The task » Copy all entries exactly, and wherever an entry holds a picture, leave that picture out.

Records excerpted from a collection
[Start of Attachment]
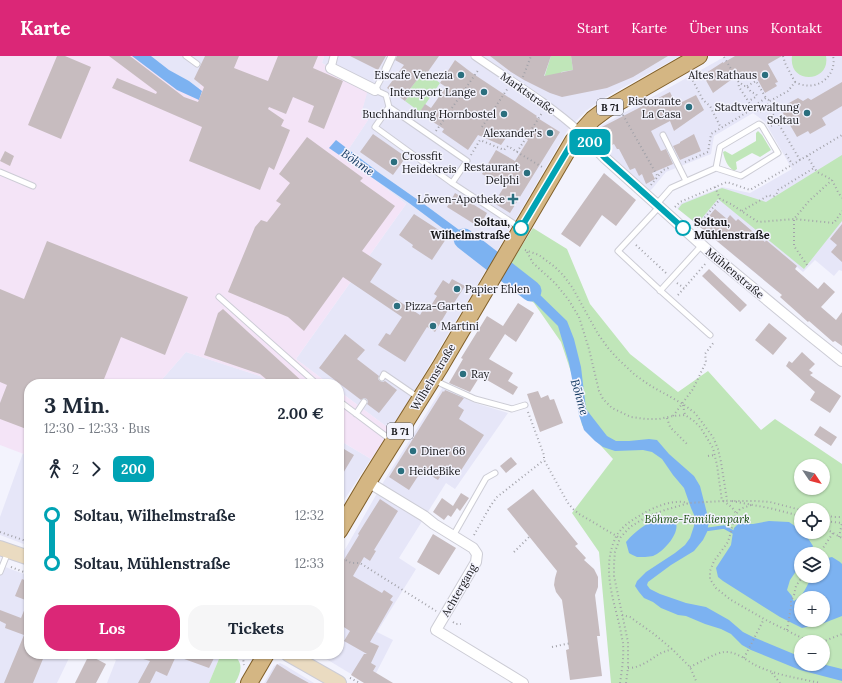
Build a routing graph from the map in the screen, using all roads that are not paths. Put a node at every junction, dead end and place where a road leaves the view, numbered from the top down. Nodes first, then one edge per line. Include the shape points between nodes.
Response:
1 (186, 56) edge
2 (334, 56) edge
3 (392, 56) edge
4 (475, 56) edge
5 (699, 56) edge
6 (197, 64) dead end
7 (331, 68) joint
8 (386, 69) joint
9 (375, 90) junction
10 (389, 107) junction
11 (580, 132) junction
12 (663, 135) dead end
13 (716, 168) junction
14 (0, 172) edge
15 (452, 182) junction
16 (686, 182) junction
17 (33, 186) dead end
18 (658, 206) junction
19 (521, 228) junction
20 (702, 245) junction
21 (660, 290) junction
22 (219, 297) dead end
23 (710, 335) dead end
24 (842, 361) edge
25 (382, 378) dead end
26 (311, 379) edge
27 (432, 379) junction
28 (420, 399) junction
29 (364, 402) dead end
30 (525, 405) road end
31 (344, 406) edge
32 (356, 414) junction
33 (393, 442) junction
34 (495, 472) dead end
35 (368, 482) junction
36 (344, 523) edge
37 (453, 536) junction
38 (4, 549) edge
39 (24, 556) edge
40 (0, 572) edge
41 (263, 659) edge
42 (297, 659) edge
43 (249, 683) edge
44 (339, 683) edge
45 (523, 683) edge

1 - 6 lane
2 - 7 street
3 - 8 street
4 - 11 street, Marktstraße via 547,105
5 - 11 main road, B 71 via 618,102 593,119
7 - 9 street
8 - 9 lane
9 - 10 lane via 386,95
10 - 15 lane via 375,127
10 - 15 lane via 467,161
11 - 18 street, Mühlenstraße
11 - 19 main road, B 71
12 - 16 lane
13 - 13 lane via 741,176 778,153 759,124 720,147
13 - 16 lane
14 - 17 lane
15 - 19 lane
16 - 18 lane via 671,188
18 - 20 street, Mühlenstraße
18 - 21 lane via 618,251
19 - 27 main road, Wilhelmstraße / B 71
20 - 21 lane
20 - 24 street, Mühlenstraße
21 - 23 lane
22 - 26 lane
25 - 28 lane via 384,374
27 - 28 main road, Wilhelmstraße / B 71
27 - 30 lane via 475,399 512,409
28 - 33 main road, Wilhelmstraße / B 71
29 - 32 lane
31 - 32 lane
32 - 33 lane
33 - 35 main road, Wilhelmstraße / B 71
34 - 37 lane via 486,478
35 - 36 main road, Wilhelmstraße / B 71
35 - 37 street, Achtergang
37 - 45 street, Achtergang via 473,548 477,558 436,630
38 - 39 main road
38 - 40 lane
41 - 43 main road
42 - 44 main road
[End of Attachment]
Task answer »
Build a routing graph from the map in the screen, using all roads that are not paths. Put a node at every junction, dead end and place where a road leaves the view, numbered from the top down. Nodes first, then one edge per line. Include the shape points between nodes.
Response:
1 (186, 56) edge
2 (334, 56) edge
3 (392, 56) edge
4 (475, 56) edge
5 (699, 56) edge
6 (197, 64) dead end
7 (331, 68) joint
8 (386, 69) joint
9 (375, 90) junction
10 (389, 107) junction
11 (580, 132) junction
12 (663, 135) dead end
13 (716, 168) junction
14 (0, 172) edge
15 (452, 182) junction
16 (686, 182) junction
17 (33, 186) dead end
18 (658, 206) junction
19 (521, 228) junction
20 (702, 245) junction
21 (660, 290) junction
22 (219, 297) dead end
23 (710, 335) dead end
24 (842, 361) edge
25 (382, 378) dead end
26 (311, 379) edge
27 (432, 379) junction
28 (420, 399) junction
29 (364, 402) dead end
30 (525, 405) road end
31 (344, 406) edge
32 (356, 414) junction
33 (393, 442) junction
34 (495, 472) dead end
35 (368, 482) junction
36 (344, 523) edge
37 (453, 536) junction
38 (4, 549) edge
39 (24, 556) edge
40 (0, 572) edge
41 (263, 659) edge
42 (297, 659) edge
43 (249, 683) edge
44 (339, 683) edge
45 (523, 683) edge

1 - 6 lane
2 - 7 street
3 - 8 street
4 - 11 street, Marktstraße via 547,105
5 - 11 main road, B 71 via 618,102 593,119
7 - 9 street
8 - 9 lane
9 - 10 lane via 386,95
10 - 15 lane via 375,127
10 - 15 lane via 467,161
11 - 18 street, Mühlenstraße
11 - 19 main road, B 71
12 - 16 lane
13 - 13 lane via 741,176 778,153 759,124 720,147
13 - 16 lane
14 - 17 lane
15 - 19 lane
16 - 18 lane via 671,188
18 - 20 street, Mühlenstraße
18 - 21 lane via 618,251
19 - 27 main road, Wilhelmstraße / B 71
20 - 21 lane
20 - 24 street, Mühlenstraße
21 - 23 lane
22 - 26 lane
25 - 28 lane via 384,374
27 - 28 main road, Wilhelmstraße / B 71
27 - 30 lane via 475,399 512,409
28 - 33 main road, Wilhelmstraße / B 71
29 - 32 lane
31 - 32 lane
32 - 33 lane
33 - 35 main road, Wilhelmstraße / B 71
34 - 37 lane via 486,478
35 - 36 main road, Wilhelmstraße / B 71
35 - 37 street, Achtergang
37 - 45 street, Achtergang via 473,548 477,558 436,630
38 - 39 main road
38 - 40 lane
41 - 43 main road
42 - 44 main road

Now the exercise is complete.